[EXERCISE INPUT Boundary: Start]

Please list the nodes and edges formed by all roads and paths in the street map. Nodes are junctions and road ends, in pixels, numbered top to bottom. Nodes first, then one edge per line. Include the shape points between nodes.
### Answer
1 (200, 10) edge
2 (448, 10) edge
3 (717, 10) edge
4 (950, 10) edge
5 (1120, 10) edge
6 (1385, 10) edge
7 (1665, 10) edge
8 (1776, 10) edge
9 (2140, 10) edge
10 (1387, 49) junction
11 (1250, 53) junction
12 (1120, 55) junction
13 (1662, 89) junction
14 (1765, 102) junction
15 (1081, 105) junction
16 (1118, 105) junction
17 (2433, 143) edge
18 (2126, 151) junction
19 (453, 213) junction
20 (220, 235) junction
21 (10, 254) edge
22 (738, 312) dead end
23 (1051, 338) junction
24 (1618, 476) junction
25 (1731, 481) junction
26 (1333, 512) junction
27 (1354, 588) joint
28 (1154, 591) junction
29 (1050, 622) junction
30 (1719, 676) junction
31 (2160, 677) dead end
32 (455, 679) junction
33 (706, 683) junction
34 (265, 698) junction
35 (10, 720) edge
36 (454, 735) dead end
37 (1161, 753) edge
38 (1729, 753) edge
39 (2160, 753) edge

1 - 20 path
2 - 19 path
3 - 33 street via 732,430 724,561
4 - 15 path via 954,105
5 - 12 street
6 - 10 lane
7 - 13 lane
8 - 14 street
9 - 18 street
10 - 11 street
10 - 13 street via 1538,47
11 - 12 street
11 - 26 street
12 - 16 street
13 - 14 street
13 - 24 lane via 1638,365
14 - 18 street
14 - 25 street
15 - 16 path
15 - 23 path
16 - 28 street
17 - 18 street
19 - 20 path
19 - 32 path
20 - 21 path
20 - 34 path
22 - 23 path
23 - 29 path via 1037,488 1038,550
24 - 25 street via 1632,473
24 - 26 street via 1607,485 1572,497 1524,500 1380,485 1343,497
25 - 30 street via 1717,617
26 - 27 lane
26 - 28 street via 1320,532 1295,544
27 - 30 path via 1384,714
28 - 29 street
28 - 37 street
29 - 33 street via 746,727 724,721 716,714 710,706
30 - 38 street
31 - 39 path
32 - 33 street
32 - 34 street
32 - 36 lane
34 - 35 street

[EXERCISE INPUT Boundary: End]

Restate the entire listing verbatim.

Please list the nodes and edges formed by all roads and paths in the street map. Nodes are junctions and road ends, in pixels, numbered top to bottom. Nodes first, then one edge per line. Include the shape points between nodes.
### Answer
1 (200, 10) edge
2 (448, 10) edge
3 (717, 10) edge
4 (950, 10) edge
5 (1120, 10) edge
6 (1385, 10) edge
7 (1665, 10) edge
8 (1776, 10) edge
9 (2140, 10) edge
10 (1387, 49) junction
11 (1250, 53) junction
12 (1120, 55) junction
13 (1662, 89) junction
14 (1765, 102) junction
15 (1081, 105) junction
16 (1118, 105) junction
17 (2433, 143) edge
18 (2126, 151) junction
19 (453, 213) junction
20 (220, 235) junction
21 (10, 254) edge
22 (738, 312) dead end
23 (1051, 338) junction
24 (1618, 476) junction
25 (1731, 481) junction
26 (1333, 512) junction
27 (1354, 588) joint
28 (1154, 591) junction
29 (1050, 622) junction
30 (1719, 676) junction
31 (2160, 677) dead end
32 (455, 679) junction
33 (706, 683) junction
34 (265, 698) junction
35 (10, 720) edge
36 (454, 735) dead end
37 (1161, 753) edge
38 (1729, 753) edge
39 (2160, 753) edge

1 - 20 path
2 - 19 path
3 - 33 street via 732,430 724,561
4 - 15 path via 954,105
5 - 12 street
6 - 10 lane
7 - 13 lane
8 - 14 street
9 - 18 street
10 - 11 street
10 - 13 street via 1538,47
11 - 12 street
11 - 26 street
12 - 16 street
13 - 14 street
13 - 24 lane via 1638,365
14 - 18 street
14 - 25 street
15 - 16 path
15 - 23 path
16 - 28 street
17 - 18 street
19 - 20 path
19 - 32 path
20 - 21 path
20 - 34 path
22 - 23 path
23 - 29 path via 1037,488 1038,550
24 - 25 street via 1632,473
24 - 26 street via 1607,485 1572,497 1524,500 1380,485 1343,497
25 - 30 street via 1717,617
26 - 27 lane
26 - 28 street via 1320,532 1295,544
27 - 30 path via 1384,714
28 - 29 street
28 - 37 street
29 - 33 street via 746,727 724,721 716,714 710,706
30 - 38 street
31 - 39 path
32 - 33 street
32 - 34 street
32 - 36 lane
34 - 35 street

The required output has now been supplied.